» Records shown:
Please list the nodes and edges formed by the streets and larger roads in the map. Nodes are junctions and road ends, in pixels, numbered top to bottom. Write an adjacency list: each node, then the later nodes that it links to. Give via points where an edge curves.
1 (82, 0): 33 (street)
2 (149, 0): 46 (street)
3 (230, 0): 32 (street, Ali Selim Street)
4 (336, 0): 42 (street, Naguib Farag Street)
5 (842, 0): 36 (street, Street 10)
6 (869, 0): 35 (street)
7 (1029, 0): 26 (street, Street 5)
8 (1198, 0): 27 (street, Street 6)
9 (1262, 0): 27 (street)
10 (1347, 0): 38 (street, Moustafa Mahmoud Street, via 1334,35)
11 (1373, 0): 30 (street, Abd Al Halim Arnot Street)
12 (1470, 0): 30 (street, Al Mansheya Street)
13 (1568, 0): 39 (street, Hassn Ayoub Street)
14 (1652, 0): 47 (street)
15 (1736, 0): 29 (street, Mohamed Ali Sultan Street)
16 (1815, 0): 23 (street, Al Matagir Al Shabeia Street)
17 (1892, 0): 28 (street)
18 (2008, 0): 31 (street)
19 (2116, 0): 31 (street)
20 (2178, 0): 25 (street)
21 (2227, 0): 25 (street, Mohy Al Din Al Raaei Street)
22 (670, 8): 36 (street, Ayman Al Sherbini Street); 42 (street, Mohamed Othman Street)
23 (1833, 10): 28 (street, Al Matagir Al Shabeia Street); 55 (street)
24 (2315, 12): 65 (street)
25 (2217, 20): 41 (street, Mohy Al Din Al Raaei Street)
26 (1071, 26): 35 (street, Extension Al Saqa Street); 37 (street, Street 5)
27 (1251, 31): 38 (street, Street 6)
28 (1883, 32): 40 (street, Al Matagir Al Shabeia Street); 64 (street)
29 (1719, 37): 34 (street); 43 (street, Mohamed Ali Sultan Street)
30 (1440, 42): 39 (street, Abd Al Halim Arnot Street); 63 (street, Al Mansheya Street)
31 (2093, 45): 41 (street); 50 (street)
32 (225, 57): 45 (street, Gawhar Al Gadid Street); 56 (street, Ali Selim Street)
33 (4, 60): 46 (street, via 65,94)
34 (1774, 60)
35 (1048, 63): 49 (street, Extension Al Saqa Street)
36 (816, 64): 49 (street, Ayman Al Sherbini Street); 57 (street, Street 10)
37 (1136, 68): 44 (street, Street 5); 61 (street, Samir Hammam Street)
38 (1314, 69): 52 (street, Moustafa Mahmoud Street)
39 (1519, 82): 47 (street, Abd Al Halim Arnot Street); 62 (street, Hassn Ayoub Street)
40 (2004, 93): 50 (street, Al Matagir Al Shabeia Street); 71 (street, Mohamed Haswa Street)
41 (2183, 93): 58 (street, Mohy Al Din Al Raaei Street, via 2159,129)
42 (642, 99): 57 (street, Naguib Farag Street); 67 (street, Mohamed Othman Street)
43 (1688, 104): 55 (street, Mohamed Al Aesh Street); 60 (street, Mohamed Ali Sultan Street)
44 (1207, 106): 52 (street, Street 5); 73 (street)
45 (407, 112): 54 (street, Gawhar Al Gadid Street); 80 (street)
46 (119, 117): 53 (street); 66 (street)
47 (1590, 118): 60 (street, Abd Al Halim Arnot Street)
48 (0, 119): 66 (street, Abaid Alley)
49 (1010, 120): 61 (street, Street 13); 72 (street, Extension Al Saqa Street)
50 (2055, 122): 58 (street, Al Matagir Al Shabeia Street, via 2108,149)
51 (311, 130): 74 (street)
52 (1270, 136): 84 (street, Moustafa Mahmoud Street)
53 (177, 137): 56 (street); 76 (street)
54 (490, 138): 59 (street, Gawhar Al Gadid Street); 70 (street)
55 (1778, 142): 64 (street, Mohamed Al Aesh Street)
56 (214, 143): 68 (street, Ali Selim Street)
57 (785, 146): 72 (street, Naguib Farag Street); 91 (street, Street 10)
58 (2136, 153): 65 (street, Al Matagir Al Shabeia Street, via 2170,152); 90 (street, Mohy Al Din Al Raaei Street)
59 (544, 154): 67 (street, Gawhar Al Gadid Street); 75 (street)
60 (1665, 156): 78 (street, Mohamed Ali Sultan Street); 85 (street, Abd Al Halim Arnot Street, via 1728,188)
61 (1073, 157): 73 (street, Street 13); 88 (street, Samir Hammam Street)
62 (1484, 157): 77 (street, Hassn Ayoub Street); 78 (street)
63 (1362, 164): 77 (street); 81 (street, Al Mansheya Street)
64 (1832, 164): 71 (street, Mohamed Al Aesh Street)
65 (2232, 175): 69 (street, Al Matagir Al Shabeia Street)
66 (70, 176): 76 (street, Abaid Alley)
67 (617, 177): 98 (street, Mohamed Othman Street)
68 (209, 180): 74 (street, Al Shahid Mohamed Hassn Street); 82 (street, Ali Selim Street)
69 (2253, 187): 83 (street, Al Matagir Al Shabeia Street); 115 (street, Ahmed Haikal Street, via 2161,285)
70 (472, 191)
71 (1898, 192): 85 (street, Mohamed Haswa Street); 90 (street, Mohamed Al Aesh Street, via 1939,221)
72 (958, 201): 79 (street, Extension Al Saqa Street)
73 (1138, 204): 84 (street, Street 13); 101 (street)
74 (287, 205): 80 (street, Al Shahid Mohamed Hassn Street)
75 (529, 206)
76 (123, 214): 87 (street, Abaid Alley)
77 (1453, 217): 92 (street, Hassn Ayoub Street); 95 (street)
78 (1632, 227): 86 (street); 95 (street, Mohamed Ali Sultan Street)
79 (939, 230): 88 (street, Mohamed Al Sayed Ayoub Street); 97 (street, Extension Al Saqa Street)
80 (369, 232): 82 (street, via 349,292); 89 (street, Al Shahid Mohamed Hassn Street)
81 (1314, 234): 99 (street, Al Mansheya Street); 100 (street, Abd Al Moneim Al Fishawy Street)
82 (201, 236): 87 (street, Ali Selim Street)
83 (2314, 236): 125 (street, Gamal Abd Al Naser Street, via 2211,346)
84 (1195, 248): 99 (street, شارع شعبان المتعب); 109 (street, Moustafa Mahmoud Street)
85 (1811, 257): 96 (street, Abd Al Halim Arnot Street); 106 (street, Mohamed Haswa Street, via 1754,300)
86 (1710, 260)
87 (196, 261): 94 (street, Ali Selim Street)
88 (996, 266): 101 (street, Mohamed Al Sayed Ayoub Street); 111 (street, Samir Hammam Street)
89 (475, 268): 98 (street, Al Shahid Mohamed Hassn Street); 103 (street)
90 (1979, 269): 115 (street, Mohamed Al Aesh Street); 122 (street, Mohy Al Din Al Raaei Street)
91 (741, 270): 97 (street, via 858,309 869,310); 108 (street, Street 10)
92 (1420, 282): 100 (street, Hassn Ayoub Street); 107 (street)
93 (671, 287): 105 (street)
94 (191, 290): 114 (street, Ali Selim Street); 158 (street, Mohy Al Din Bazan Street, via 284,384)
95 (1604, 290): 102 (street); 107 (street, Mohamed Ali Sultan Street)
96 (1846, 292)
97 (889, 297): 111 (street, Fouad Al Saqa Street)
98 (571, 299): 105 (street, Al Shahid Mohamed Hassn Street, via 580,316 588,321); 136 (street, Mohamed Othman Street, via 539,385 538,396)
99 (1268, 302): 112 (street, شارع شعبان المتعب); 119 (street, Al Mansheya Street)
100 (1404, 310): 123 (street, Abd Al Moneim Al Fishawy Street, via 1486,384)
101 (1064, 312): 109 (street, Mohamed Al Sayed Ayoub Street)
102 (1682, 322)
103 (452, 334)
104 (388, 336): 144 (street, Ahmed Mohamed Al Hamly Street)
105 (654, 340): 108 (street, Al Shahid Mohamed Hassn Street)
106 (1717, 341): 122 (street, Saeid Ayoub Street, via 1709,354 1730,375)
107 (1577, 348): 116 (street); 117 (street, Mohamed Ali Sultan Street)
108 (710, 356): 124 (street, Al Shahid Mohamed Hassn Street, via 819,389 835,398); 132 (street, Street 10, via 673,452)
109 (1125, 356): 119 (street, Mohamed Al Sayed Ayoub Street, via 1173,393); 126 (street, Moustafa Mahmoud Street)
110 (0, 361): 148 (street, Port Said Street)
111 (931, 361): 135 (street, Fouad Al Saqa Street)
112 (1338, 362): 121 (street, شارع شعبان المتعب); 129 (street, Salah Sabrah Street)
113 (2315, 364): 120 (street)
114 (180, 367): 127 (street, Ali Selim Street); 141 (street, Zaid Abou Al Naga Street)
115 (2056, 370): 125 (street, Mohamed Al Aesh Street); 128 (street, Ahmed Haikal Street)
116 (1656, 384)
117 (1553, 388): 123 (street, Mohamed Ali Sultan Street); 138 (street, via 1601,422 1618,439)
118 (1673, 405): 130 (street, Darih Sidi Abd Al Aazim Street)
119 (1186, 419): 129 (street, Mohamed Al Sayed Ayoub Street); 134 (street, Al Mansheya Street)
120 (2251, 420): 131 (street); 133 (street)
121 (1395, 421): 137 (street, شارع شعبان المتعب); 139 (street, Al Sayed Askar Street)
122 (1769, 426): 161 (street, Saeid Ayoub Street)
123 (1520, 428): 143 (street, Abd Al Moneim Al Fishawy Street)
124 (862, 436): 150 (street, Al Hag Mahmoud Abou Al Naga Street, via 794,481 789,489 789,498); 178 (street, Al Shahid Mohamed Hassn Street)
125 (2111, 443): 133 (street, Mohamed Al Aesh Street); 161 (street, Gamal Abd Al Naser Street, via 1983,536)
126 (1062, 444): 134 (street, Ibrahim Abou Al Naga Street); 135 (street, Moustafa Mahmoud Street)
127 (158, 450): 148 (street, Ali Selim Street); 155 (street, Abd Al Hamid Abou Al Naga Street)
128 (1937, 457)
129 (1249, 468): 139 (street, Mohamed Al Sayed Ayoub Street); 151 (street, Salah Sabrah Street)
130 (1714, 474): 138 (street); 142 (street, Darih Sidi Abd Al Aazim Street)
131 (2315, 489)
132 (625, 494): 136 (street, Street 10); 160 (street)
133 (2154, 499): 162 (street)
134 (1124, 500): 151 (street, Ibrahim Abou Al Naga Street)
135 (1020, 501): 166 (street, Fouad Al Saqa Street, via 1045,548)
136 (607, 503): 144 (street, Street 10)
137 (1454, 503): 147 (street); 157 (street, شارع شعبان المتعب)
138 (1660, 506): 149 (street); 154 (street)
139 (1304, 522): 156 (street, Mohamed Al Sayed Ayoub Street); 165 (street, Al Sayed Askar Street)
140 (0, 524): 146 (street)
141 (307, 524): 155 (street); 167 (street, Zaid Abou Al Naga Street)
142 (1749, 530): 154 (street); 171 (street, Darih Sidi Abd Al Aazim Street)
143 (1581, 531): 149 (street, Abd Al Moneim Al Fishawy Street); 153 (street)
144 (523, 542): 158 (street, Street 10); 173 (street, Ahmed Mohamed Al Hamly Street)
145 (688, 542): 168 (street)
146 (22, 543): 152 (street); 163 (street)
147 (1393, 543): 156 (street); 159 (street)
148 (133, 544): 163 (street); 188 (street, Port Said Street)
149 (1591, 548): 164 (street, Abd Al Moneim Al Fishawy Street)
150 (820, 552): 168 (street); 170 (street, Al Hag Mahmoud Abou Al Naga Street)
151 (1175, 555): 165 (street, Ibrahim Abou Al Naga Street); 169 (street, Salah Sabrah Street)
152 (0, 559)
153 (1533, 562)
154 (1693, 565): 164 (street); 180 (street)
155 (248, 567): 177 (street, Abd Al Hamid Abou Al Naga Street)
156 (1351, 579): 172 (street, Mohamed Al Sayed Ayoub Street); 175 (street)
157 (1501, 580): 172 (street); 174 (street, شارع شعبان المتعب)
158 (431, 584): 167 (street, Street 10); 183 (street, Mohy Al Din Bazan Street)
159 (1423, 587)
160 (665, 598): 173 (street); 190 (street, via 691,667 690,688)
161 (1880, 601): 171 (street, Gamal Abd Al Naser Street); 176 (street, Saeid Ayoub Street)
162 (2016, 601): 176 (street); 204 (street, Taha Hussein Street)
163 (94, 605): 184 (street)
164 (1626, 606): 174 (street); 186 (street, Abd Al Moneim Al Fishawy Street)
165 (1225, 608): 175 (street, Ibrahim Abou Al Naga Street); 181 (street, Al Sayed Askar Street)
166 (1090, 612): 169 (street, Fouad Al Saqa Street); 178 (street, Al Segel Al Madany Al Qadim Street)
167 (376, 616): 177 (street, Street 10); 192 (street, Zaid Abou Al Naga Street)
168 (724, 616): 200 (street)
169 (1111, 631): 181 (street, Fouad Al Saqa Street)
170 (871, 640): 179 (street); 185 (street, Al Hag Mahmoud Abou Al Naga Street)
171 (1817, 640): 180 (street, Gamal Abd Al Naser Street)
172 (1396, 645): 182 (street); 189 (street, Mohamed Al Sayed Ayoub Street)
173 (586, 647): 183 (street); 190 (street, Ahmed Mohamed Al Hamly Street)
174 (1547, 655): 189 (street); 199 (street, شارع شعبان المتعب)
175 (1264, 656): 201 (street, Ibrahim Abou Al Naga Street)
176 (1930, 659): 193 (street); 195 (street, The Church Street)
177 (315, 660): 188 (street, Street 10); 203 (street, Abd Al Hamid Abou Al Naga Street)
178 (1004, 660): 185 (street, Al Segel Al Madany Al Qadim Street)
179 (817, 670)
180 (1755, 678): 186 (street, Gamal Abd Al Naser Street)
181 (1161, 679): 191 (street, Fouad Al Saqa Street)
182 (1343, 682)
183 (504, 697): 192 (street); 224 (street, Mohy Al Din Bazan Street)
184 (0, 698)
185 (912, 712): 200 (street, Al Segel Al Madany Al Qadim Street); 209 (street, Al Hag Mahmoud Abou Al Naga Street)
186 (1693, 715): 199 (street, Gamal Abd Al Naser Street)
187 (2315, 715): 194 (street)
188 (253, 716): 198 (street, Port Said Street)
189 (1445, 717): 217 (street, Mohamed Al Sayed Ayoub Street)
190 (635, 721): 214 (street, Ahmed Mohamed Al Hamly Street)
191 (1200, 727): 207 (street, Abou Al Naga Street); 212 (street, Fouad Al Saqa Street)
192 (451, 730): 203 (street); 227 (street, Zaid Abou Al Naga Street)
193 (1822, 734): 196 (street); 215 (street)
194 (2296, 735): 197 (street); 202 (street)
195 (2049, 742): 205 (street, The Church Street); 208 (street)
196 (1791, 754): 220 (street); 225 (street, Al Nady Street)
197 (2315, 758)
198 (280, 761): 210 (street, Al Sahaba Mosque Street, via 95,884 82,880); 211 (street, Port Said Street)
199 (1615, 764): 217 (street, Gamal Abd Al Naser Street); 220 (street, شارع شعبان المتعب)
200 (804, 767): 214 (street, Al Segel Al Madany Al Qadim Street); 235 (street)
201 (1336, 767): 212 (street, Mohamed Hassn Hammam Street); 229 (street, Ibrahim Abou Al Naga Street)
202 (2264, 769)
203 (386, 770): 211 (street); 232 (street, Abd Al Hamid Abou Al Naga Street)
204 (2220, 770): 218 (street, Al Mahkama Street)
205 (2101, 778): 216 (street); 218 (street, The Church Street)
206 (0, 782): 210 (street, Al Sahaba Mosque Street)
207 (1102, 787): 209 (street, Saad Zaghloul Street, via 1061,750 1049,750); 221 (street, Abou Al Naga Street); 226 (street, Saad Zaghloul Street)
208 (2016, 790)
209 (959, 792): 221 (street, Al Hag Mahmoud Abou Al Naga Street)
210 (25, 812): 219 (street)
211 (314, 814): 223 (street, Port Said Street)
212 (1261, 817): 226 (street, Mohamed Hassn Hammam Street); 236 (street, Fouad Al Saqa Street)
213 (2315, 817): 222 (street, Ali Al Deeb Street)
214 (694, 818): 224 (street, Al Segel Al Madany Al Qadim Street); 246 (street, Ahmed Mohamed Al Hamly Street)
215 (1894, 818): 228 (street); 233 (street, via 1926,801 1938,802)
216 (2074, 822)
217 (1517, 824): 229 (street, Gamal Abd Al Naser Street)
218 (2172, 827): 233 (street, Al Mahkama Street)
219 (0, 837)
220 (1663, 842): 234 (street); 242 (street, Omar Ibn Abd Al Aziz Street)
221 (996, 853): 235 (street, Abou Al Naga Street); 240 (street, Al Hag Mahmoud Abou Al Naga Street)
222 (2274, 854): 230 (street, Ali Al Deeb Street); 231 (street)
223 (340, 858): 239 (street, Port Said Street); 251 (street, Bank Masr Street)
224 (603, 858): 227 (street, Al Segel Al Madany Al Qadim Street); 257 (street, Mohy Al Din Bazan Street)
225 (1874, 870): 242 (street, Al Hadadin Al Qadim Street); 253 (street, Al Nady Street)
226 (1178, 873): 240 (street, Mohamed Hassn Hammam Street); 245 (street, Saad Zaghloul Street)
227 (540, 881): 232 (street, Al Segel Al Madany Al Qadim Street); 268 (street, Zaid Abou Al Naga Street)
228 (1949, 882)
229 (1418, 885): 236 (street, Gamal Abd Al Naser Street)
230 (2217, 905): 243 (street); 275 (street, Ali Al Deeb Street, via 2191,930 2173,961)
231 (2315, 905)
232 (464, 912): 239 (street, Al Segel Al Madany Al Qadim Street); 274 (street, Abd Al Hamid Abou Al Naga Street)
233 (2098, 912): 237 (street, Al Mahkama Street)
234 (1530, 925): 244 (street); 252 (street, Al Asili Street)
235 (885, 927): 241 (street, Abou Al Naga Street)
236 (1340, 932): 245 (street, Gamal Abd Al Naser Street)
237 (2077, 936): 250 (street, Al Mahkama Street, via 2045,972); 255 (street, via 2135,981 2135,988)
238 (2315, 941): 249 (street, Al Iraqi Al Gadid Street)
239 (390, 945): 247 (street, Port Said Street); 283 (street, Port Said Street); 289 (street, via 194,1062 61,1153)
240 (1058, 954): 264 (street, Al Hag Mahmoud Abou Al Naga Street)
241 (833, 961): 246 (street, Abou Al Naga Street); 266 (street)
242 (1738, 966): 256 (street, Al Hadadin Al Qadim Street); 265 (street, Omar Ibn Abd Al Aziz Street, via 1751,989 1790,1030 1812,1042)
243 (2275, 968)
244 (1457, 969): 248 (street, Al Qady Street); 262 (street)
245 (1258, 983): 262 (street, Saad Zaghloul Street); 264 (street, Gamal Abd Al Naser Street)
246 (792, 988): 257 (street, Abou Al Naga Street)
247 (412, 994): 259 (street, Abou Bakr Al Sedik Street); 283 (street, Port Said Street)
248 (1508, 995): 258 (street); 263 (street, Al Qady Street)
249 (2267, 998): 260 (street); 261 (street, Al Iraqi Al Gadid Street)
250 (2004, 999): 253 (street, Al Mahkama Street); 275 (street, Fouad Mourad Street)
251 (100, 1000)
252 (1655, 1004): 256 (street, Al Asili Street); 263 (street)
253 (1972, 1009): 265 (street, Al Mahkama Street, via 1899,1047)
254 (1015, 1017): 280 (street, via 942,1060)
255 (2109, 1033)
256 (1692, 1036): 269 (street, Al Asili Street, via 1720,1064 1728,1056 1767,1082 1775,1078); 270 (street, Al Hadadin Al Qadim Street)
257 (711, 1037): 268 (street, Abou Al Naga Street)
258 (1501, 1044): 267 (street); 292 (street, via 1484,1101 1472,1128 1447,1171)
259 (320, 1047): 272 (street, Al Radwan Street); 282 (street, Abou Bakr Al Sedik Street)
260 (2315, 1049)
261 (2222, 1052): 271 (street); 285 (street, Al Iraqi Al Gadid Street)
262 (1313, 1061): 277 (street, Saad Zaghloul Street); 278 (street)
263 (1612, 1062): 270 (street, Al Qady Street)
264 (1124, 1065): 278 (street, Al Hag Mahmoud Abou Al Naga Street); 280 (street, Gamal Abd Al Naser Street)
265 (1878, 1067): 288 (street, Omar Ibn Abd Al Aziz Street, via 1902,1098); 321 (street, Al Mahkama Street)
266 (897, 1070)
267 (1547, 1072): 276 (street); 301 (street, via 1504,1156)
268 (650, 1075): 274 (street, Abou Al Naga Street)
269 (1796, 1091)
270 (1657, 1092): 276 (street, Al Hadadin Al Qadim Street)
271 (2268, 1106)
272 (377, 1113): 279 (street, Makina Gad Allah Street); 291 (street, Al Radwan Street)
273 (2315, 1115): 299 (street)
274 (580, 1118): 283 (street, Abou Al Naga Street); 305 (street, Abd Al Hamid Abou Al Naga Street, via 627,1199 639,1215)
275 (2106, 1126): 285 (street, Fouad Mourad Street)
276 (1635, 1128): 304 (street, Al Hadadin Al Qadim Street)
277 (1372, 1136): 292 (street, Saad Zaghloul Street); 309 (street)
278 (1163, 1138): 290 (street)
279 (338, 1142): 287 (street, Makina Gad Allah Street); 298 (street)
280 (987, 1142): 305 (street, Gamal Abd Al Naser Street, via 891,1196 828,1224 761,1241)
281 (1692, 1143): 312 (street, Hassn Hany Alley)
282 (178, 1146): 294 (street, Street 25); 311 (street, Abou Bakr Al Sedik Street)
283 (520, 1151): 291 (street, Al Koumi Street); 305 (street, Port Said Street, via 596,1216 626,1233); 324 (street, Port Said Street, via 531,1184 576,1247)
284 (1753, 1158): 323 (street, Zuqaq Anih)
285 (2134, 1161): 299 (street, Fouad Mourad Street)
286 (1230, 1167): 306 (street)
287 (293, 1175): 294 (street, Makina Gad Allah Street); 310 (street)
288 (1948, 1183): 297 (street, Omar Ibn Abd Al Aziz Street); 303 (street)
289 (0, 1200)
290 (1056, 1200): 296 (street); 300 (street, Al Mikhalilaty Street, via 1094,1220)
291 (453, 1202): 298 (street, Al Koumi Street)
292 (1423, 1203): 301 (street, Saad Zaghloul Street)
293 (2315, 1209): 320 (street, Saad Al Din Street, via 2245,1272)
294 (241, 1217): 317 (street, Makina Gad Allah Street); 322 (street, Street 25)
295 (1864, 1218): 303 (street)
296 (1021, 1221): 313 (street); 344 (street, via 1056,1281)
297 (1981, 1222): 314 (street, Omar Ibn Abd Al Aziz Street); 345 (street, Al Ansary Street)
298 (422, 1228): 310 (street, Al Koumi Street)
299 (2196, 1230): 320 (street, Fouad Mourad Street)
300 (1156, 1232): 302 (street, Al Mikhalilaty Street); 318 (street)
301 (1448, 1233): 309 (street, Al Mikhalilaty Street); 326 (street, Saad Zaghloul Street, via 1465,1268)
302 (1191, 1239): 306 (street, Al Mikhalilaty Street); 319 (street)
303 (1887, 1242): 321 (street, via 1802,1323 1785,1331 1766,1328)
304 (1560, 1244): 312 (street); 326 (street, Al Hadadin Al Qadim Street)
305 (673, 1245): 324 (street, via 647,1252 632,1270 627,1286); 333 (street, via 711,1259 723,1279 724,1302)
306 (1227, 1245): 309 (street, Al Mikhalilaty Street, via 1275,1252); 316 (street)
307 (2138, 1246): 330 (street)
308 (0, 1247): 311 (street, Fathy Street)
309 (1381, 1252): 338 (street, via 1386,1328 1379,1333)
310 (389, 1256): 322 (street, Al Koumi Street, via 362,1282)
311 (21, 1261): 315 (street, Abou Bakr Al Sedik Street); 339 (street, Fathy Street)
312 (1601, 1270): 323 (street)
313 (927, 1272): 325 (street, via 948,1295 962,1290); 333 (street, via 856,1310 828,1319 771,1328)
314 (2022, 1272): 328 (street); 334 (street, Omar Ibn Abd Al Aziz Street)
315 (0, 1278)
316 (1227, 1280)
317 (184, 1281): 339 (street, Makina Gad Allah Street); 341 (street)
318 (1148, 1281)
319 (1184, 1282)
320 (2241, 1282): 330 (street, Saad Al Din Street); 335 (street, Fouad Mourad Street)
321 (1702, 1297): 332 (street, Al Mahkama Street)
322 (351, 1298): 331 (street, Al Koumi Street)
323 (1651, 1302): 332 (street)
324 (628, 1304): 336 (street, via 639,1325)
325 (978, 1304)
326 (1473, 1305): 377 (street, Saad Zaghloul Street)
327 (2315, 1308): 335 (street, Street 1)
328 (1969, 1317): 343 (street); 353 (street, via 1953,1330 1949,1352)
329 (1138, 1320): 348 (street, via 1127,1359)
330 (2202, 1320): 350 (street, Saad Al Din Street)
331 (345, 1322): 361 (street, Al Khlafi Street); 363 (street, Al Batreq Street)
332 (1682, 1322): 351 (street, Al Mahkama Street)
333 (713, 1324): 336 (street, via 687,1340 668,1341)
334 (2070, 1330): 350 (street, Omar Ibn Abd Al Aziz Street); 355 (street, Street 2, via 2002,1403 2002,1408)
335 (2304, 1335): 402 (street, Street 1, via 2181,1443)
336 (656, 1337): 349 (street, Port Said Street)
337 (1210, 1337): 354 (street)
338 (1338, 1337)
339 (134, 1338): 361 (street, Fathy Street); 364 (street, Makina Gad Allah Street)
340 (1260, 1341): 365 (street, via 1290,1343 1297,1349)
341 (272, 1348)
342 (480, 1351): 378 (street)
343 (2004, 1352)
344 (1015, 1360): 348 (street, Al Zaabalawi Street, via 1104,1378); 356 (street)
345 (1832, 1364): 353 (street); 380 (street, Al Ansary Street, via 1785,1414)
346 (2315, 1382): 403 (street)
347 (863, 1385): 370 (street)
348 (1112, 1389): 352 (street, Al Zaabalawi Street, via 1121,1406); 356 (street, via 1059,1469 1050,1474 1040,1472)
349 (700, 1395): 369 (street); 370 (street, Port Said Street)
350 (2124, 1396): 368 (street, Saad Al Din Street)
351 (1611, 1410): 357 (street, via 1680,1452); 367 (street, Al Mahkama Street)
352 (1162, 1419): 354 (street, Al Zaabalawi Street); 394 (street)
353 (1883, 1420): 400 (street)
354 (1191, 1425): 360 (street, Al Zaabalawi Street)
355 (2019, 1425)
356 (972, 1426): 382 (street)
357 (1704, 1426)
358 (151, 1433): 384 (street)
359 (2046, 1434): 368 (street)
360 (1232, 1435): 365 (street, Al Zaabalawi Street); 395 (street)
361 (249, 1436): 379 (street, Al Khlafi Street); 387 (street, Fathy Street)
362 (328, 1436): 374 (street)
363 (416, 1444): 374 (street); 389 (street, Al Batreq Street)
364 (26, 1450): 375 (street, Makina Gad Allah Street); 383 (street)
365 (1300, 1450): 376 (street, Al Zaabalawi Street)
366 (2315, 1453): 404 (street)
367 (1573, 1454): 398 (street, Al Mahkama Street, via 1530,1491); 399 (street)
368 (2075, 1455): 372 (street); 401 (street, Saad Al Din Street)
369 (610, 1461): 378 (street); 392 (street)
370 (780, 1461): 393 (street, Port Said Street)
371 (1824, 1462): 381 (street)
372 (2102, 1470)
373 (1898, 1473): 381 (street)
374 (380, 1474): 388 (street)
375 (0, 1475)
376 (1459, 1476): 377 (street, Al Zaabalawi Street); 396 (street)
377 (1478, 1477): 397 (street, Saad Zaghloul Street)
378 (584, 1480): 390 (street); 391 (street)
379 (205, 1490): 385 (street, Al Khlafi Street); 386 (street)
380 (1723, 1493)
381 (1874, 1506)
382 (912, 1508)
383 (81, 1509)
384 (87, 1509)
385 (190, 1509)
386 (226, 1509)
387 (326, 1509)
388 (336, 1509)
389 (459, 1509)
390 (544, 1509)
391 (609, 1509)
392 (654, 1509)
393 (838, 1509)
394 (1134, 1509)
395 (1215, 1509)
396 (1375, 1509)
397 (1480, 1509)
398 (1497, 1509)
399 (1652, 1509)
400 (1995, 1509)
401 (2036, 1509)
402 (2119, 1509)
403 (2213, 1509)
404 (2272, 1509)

» Work instructions: Lines holding "Ahmed" in the data above: copy each of them.

» Result of the task:
69 (2253, 187): 83 (street, Al Matagir Al Shabeia Street); 115 (street, Ahmed Haikal Street, via 2161,285)
104 (388, 336): 144 (street, Ahmed Mohamed Al Hamly Street)
115 (2056, 370): 125 (street, Mohamed Al Aesh Street); 128 (street, Ahmed Haikal Street)
144 (523, 542): 158 (street, Street 10); 173 (street, Ahmed Mohamed Al Hamly Street)
173 (586, 647): 183 (street); 190 (street, Ahmed Mohamed Al Hamly Street)
190 (635, 721): 214 (street, Ahmed Mohamed Al Hamly Street)
214 (694, 818): 224 (street, Al Segel Al Madany Al Qadim Street); 246 (street, Ahmed Mohamed Al Hamly Street)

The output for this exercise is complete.